Before restoration, top.
After restoration, bottom.
Original peening at the pommel still intact, confirming that hilt, guard, handle and blade were "born together". Blade, lightly cleaned, in good condition. One crack in the scabbard frame, with an old silver wire wrap repair. We chose to leave this repair, as we thought it to be "working life" and thus part of the history of the piece.
Close-up of the old repair.
This dagger is part of an illustrious group of similar items that seem to date from the 18th century and earlier. Published examples are very rare. Apart from the one in the Qianlong emperor's collection mentioned above, there is an example kept in the Palace Museum in Shenyang.1
Shenyang Palace Museum example.
"Knife from minority race of south-west China"
Length 47 cm.
Another was published in Robert Hales' Islamic and Oriental Arms and Armour: A Lifetime's Passion, page 199. It is described as a Tibetan dagger of the 18th century.2
1. Grace Wong, Goh Eck Keng, editors; Imperial life in the Qing dynasty, Treasures from the Shenyang Palace Museum, China. Singapore, The Empress Place, 1889. Page 26.

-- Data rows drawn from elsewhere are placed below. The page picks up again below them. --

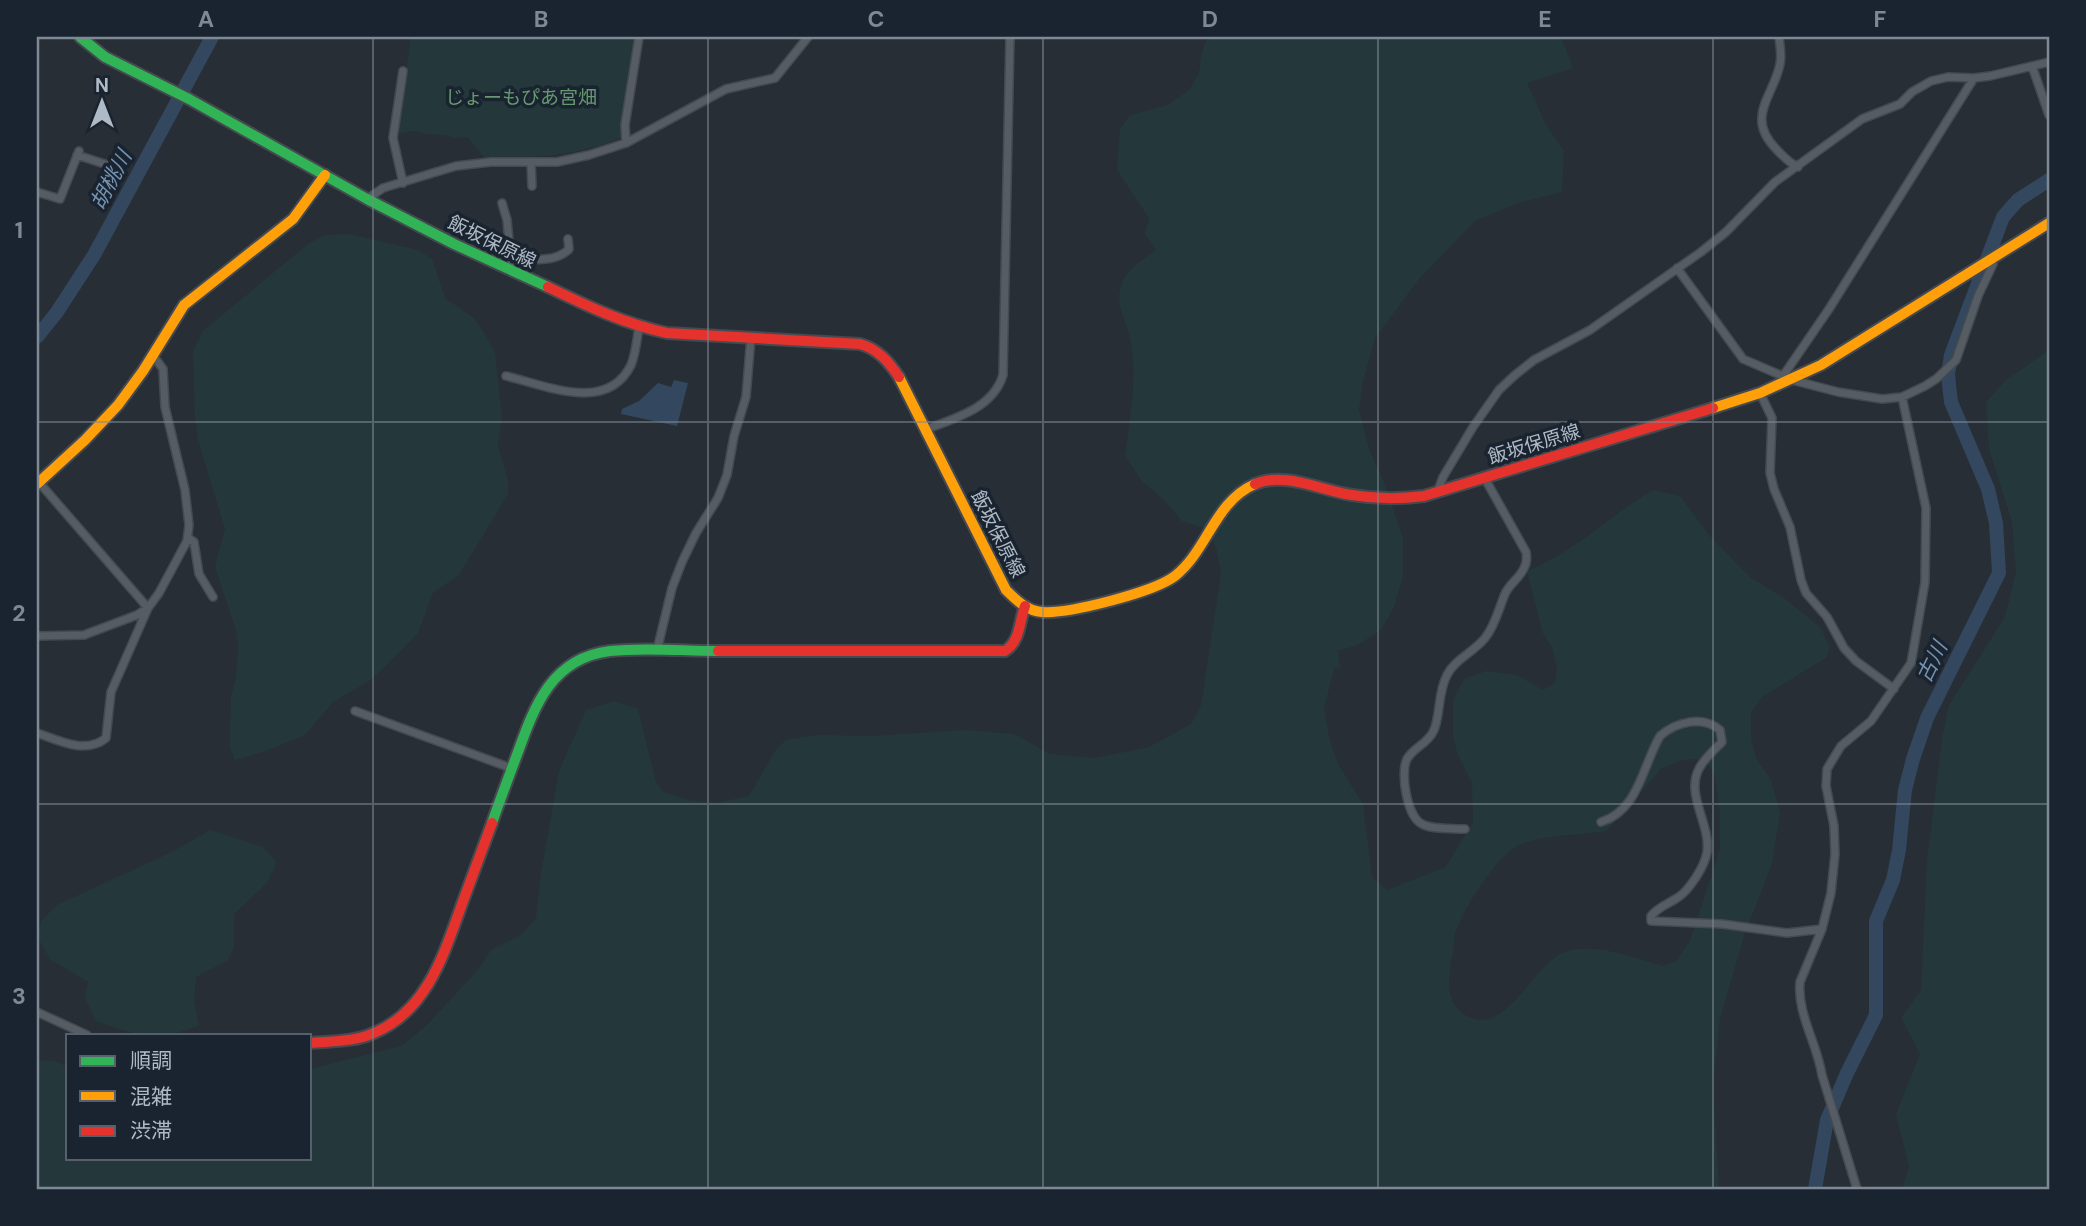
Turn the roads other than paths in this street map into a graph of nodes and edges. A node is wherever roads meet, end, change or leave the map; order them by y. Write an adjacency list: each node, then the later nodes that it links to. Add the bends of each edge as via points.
1 (80, 37): 15 (main road, 飯坂保原線, via 105,57)
2 (639, 37): 11 (street)
3 (808, 37): 11 (street, via 775,78 726,89)
4 (1010, 37): 33 (street, via 1003,375 995,393 982,405)
5 (1779, 37): 13 (street, via 1780,64 1763,108 1763,127 1772,145)
6 (2049, 62): 7 (street)
7 (2032, 66): 9 (street); 10 (street)
8 (403, 71): 16 (street, via 393,138)
9 (1974, 78): 13 (street, via 1923,83 1900,104 1862,119); 30 (street)
10 (2049, 115)
11 (625, 143): 12 (street, via 576,159)
12 (531, 162): 16 (street, via 468,164); 17 (street)
13 (1798, 167): 25 (street)
14 (117, 168): 18 (street, via 78,153 60,199)
15 (325, 175): 19 (main road, 飯坂保原線); 28 (main road, via 293,219 184,305)
16 (403, 183): 19 (street, via 383,188)
17 (532, 186)
18 (37, 192)
19 (367, 199): 24 (main road, 飯坂保原線)
20 (502, 203): 24 (street)
21 (2049, 223): 23 (main road, 飯坂保原線)
22 (568, 239): 24 (street, via 569,249 563,254)
23 (1992, 258): 30 (main road, 飯坂保原線, via 1821,365); 32 (street, via 1956,360 1936,379)
24 (509, 266): 26 (main road, 飯坂保原線)
25 (1678, 268): 30 (street, via 1743,359); 36 (street, via 1507,382 1473,428)
26 (639, 327): 27 (main road, 飯坂保原線); 29 (street, via 631,365 603,390 575,393)
27 (751, 337): 33 (main road, 飯坂保原線, via 870,347 890,363); 42 (street, via 746,397 727,475 682,562)
28 (152, 354): 35 (main road, via 93,434); 37 (street, via 163,369 165,407 186,490)
29 (506, 376)
30 (1788, 378): 31 (main road, 飯坂保原線); 32 (street, via 1867,398)
31 (1760, 393): 34 (main road, 飯坂保原線); 43 (street, via 1772,418 1770,474 1790,527 1806,593 1827,617 1844,648)
32 (1902, 397): 43 (street, via 1925,494 1926,574 1911,663)
33 (927, 429): 39 (main road, 飯坂保原線, via 1006,590)
34 (1484, 477): 36 (main road, 飯坂保原線); 48 (street, via 1526,552 1526,564 1507,589 1488,635 1456,662 1446,677 1435,729 1404,767 1414,817 1420,823)
35 (38, 482): 40 (street)
36 (1437, 493): 39 (main road, 飯坂保原線, via 1386,499 1264,481 1234,498 1184,567 1163,584 1061,610 1043,612)
37 (188, 538): 38 (street, via 194,542 199,575); 40 (street)
38 (213, 597)
39 (1024, 606): 42 (main road, via 1017,640 1004,651)
40 (148, 608): 41 (street, via 84,635); 45 (street, via 111,692 106,738 95,745 74,746)
41 (37, 636)
42 (657, 650): 46 (main road, via 592,654 559,673 533,709)
43 (1894, 689): 49 (street, via 1871,722 1841,746 1827,769 1835,854)
44 (355, 711): 46 (street)
45 (37, 733)
46 (511, 768): 52 (main road, via 440,965 422,995 393,1022 366,1036)
47 (1601, 822): 49 (street, via 1631,802 1660,736 1669,728 1683,722 1714,725 1722,742 1695,777 1707,854 1692,884 1655,910 1651,921 1787,933)
48 (1465, 829)
49 (1822, 929): 53 (street, via 1800,982 1799,1000)
50 (37, 1012): 51 (street)
51 (86, 1034)
52 (312, 1043)
53 (1857, 1189)

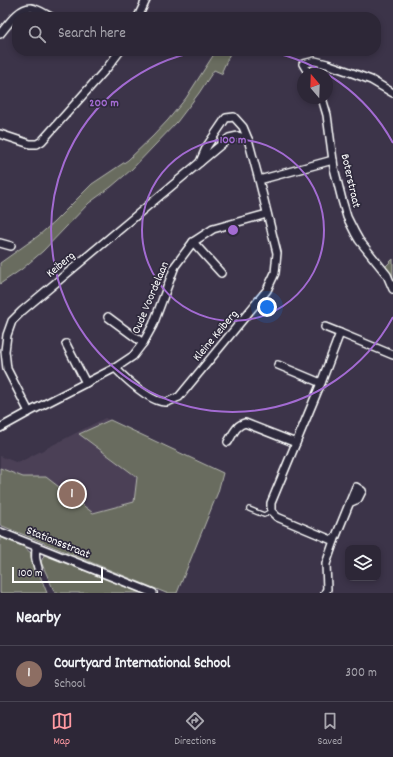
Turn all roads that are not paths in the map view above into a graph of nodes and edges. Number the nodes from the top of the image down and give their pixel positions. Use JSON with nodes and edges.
{"nodes":[{"id":1,"x":146,"y":0,"type":"edge"},
{"id":2,"x":19,"y":12,"type":"edge"},
{"id":3,"x":42,"y":12,"type":"edge"},
{"id":4,"x":140,"y":12,"type":"edge"},
{"id":5,"x":12,"y":20,"type":"edge"},
{"id":6,"x":0,"y":34,"type":"edge"},
{"id":7,"x":116,"y":56,"type":"edge"},
{"id":8,"x":305,"y":68,"type":"edge"},
{"id":9,"x":393,"y":93,"type":"edge"},
{"id":10,"x":324,"y":104,"type":"edge"},
{"id":11,"x":0,"y":134,"type":"edge"},
{"id":12,"x":248,"y":139,"type":"junction"},
{"id":13,"x":333,"y":160,"type":"junction"},
{"id":14,"x":199,"y":164,"type":"junction"},
{"id":15,"x":259,"y":180,"type":"junction"},
{"id":16,"x":267,"y":214,"type":"junction"},
{"id":17,"x":193,"y":242,"type":"junction"},
{"id":18,"x":0,"y":243,"type":"edge"},
{"id":19,"x":11,"y":246,"type":"dead end"},
{"id":20,"x":221,"y":273,"type":"dead end"},
{"id":21,"x":393,"y":288,"type":"edge"},
{"id":22,"x":108,"y":317,"type":"dead end"},
{"id":23,"x":325,"y":327,"type":"dead end"},
{"id":24,"x":340,"y":333,"type":"junction"},
{"id":25,"x":143,"y":343,"type":"junction"},
{"id":26,"x":66,"y":344,"type":"dead end"},
{"id":27,"x":390,"y":354,"type":"edge"},
{"id":28,"x":278,"y":365,"type":"dead end"},
{"id":29,"x":114,"y":368,"type":"junction"},
{"id":30,"x":86,"y":382,"type":"junction"},
{"id":31,"x":321,"y":383,"type":"junction"},
{"id":32,"x":29,"y":412,"type":"junction"},
{"id":33,"x":0,"y":428,"type":"edge"},
{"id":34,"x":228,"y":442,"type":"dead end"},
{"id":35,"x":296,"y":444,"type":"junction"},
{"id":36,"x":349,"y":502,"type":"dead end"},
{"id":37,"x":249,"y":508,"type":"dead end"},
{"id":38,"x":271,"y":511,"type":"junction"},
{"id":39,"x":0,"y":532,"type":"edge"},
{"id":40,"x":334,"y":541,"type":"junction"},
{"id":41,"x":37,"y":547,"type":"junction"},
{"id":42,"x":38,"y":568,"type":"dead end"},
{"id":43,"x":153,"y":593,"type":"edge"},
{"id":44,"x":326,"y":593,"type":"edge"}],
"edges":[{"from":1,"to":4,"type":"street"},
{"from":2,"to":3,"type":"street"},
{"from":5,"to":6,"type":"street"},
{"from":7,"to":11,"type":"street"},
{"from":8,"to":9,"type":"street"},
{"from":10,"to":13,"type":"street","name":"Boterstraat"},
{"from":12,"to":14,"type":"street","name":"Keiberg"},
{"from":12,"to":14,"type":"street","name":"Keiberg"},
{"from":12,"to":15,"type":"street","name":"Keiberg"},
{"from":13,"to":15,"type":"street"},
{"from":13,"to":21,"type":"street","name":"Boterstraat"},
{"from":14,"to":32,"type":"street","name":"Keiberg"},
{"from":15,"to":16,"type":"street","name":"Keiberg"},
{"from":16,"to":17,"type":"street","name":"Oude Voordelaan"},
{"from":16,"to":29,"type":"street","name":"Kleine Keiberg"},
{"from":17,"to":20,"type":"street"},
{"from":17,"to":25,"type":"street","name":"Oude Voordelaan"},
{"from":18,"to":19,"type":"street"},
{"from":22,"to":25,"type":"street","name":"Oude Voordelaan"},
{"from":23,"to":24,"type":"street"},
{"from":24,"to":27,"type":"street"},
{"from":24,"to":31,"type":"street"},
{"from":25,"to":29,"type":"street","name":"Oude Voordelaan"},
{"from":26,"to":30,"type":"street"},
{"from":28,"to":31,"type":"street"},
{"from":29,"to":30,"type":"street","name":"Oude Voordelaan"},
{"from":30,"to":32,"type":"street","name":"Oude Voordelaan"},
{"from":31,"to":35,"type":"street"},
{"from":32,"to":33,"type":"street","name":"Oude Voordelaan"},
{"from":34,"to":35,"type":"street"},
{"from":35,"to":38,"type":"street"},
{"from":36,"to":40,"type":"street"},
{"from":37,"to":38,"type":"lane"},
{"from":38,"to":40,"type":"street"},
{"from":39,"to":41,"type":"street","name":"Stationsstraat"},
{"from":40,"to":44,"type":"street"},
{"from":41,"to":42,"type":"street"},
{"from":41,"to":43,"type":"street","name":"Stationsstraat"}]}
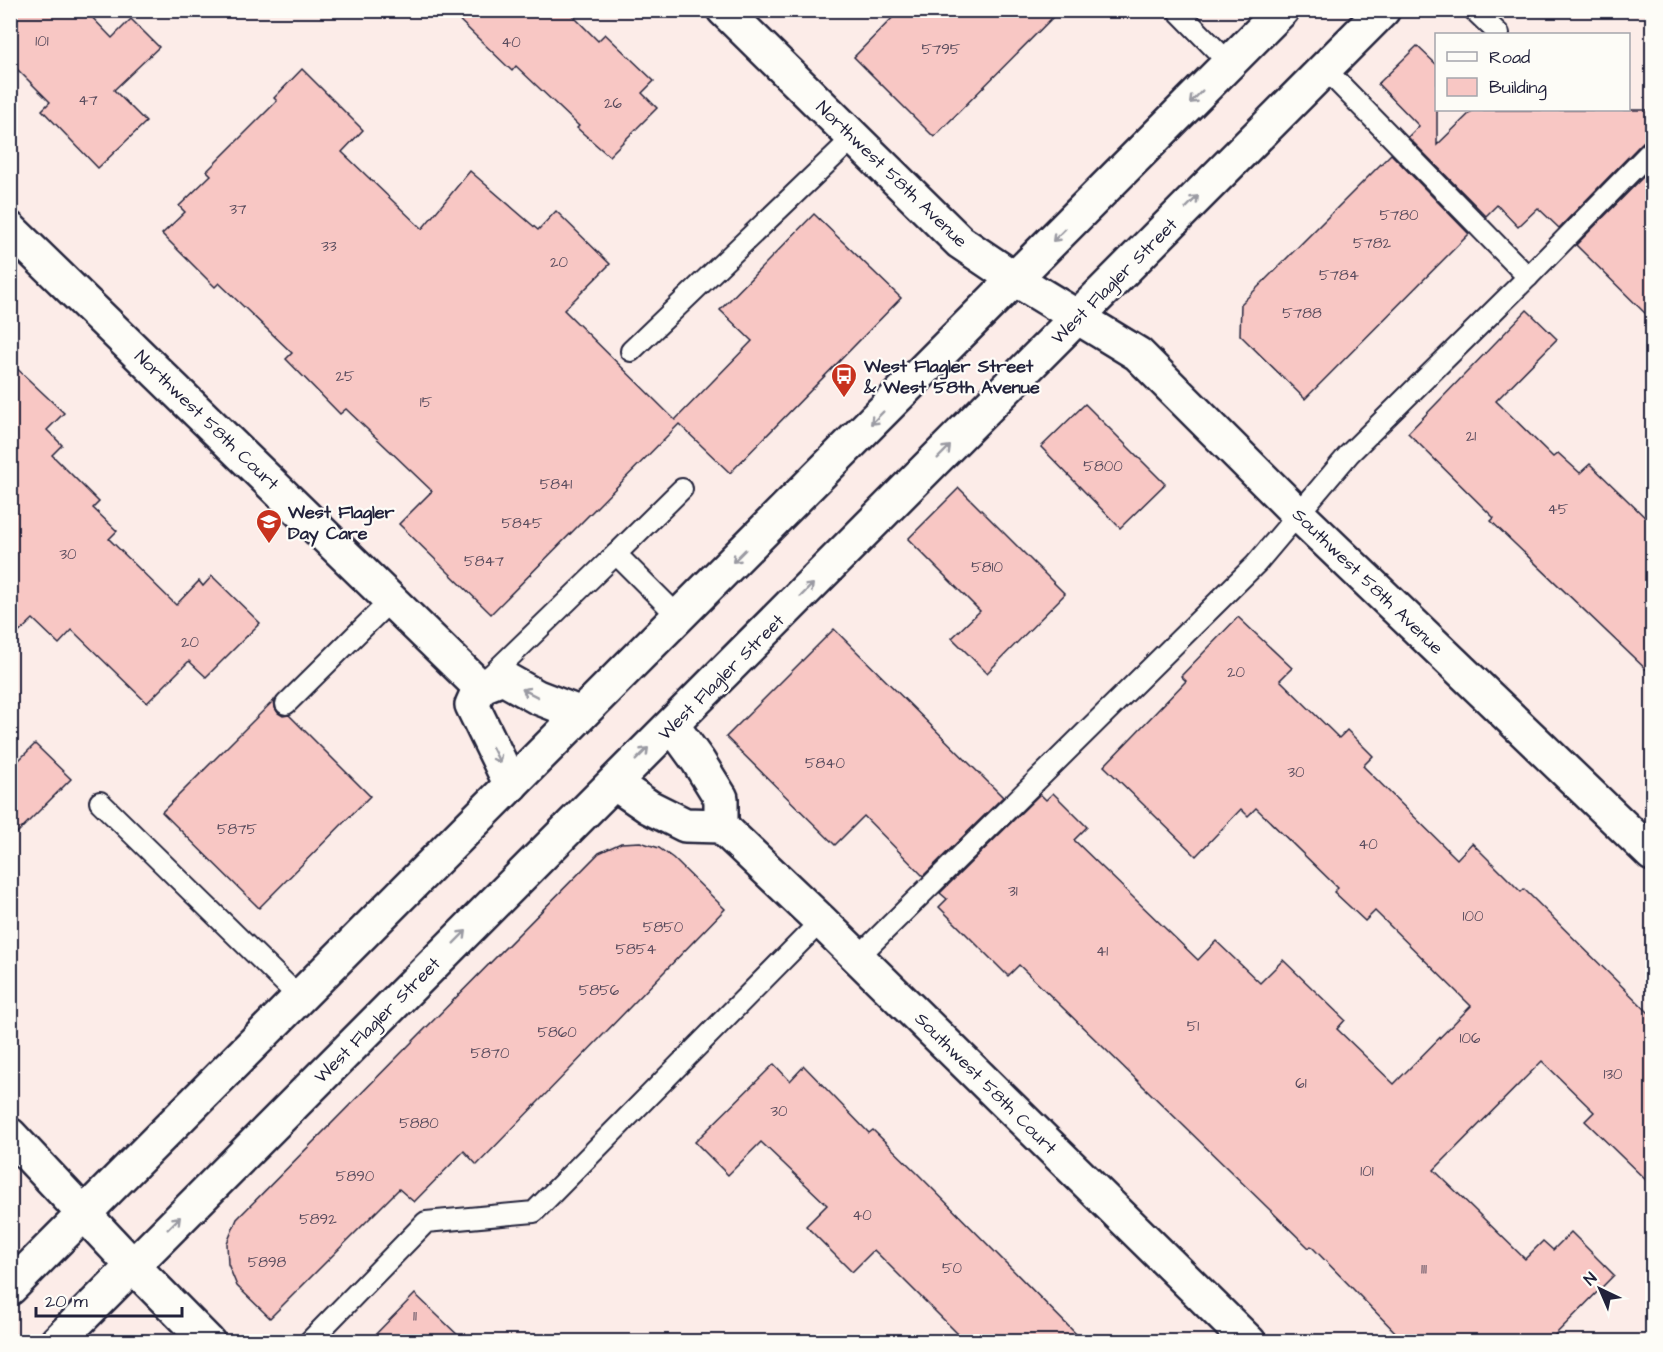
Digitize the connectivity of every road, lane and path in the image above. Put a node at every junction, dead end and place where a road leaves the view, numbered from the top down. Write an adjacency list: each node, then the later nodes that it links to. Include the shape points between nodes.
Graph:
1 (724, 10): 9 (main road, Northwest 58th Avenue)
2 (1177, 10): 7 (lane)
3 (1282, 10): 7 (main road)
4 (1383, 10): 8 (main road, West Flagler Street)
5 (1474, 10): 6 (lane)
6 (1497, 33)
7 (1229, 63): 13 (main road, one-way to 13)
8 (1326, 69): 12 (lane); 14 (main road, West Flagler Street, one-way to 8)
9 (854, 137): 13 (main road, Northwest 58th Avenue, via 960,242); 15 (lane)
10 (1653, 150): 12 (lane)
11 (10, 229): 19 (main road, Northwest 58th Court)
12 (1528, 277): 17 (lane, via 1349,454)
13 (1015, 279): 14 (main road, Northwest 58th Avenue); 20 (main road, one-way to 20)
14 (1077, 317): 17 (main road, Southwest 58th Avenue, via 1138,354); 24 (main road, West Flagler Street, one-way to 14)
15 (631, 351)
16 (682, 489): 18 (lane)
17 (1298, 514): 29 (main road, Southwest 58th Avenue); 31 (lane, via 1256,564)
18 (616, 554): 20 (lane); 21 (lane)
19 (391, 600): 21 (main road, Northwest 58th Court); 22 (lane)
20 (678, 616): 23 (main road)
21 (480, 687): 23 (main road, one-way to 21, via 537,697 503,678); 26 (main road, one-way to 26, via 472,705)
22 (286, 704)
23 (581, 714): 26 (main road)
24 (672, 724): 25 (main road, West Flagler Street, one-way to 24); 28 (main road, via 721,798)
25 (614, 783): 28 (main road, via 685,825); 35 (main road, West Flagler Street, one-way to 25)
26 (511, 785): 32 (main road)
27 (100, 802): 32 (lane)
28 (721, 826): 30 (main road, Southwest 58th Court)
29 (1653, 854)
30 (821, 921): 31 (main road, Southwest 58th Court); 39 (lane, via 534,1212 426,1222)
31 (858, 957): 40 (main road, Southwest 58th Court)
32 (299, 997): 34 (main road)
33 (10, 1135): 34 (main road)
34 (85, 1213): 35 (main road); 36 (main road)
35 (132, 1265): 37 (main road, West Flagler Street); 38 (main road)
36 (10, 1288)
37 (57, 1341)
38 (208, 1341)
39 (309, 1341)
40 (1249, 1341)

2. Robert Hales; Islamic and Oriental Arms and Armour: A Lifetime's Passion, Robert Hales C.I. Ltd., 2013. Page 199.
Dating and attribution
The pommel shape and construction are of a type I am used to seeing from the region from Arunachal Pradesh to Eastern Tibet and Western Sichuan. The Qing court collection cataloged a nearly identical example, obtained in the mid 18th century, as aboriginal Jinchuan. This wider area was previously known as the Kham region, and so I would attribute it to Kham, 18th century.
A very rare and interesting type of dagger from the Eastern Tibet / Sichuan borderlands, of which very few survive today.
They seemed to have been highly appreciated in the 18th century already: The Qianlong emperor cherished one in his collection and modeled swords of his trusted guards after them, to be worn by his closest guards at important auspicious ceremonies.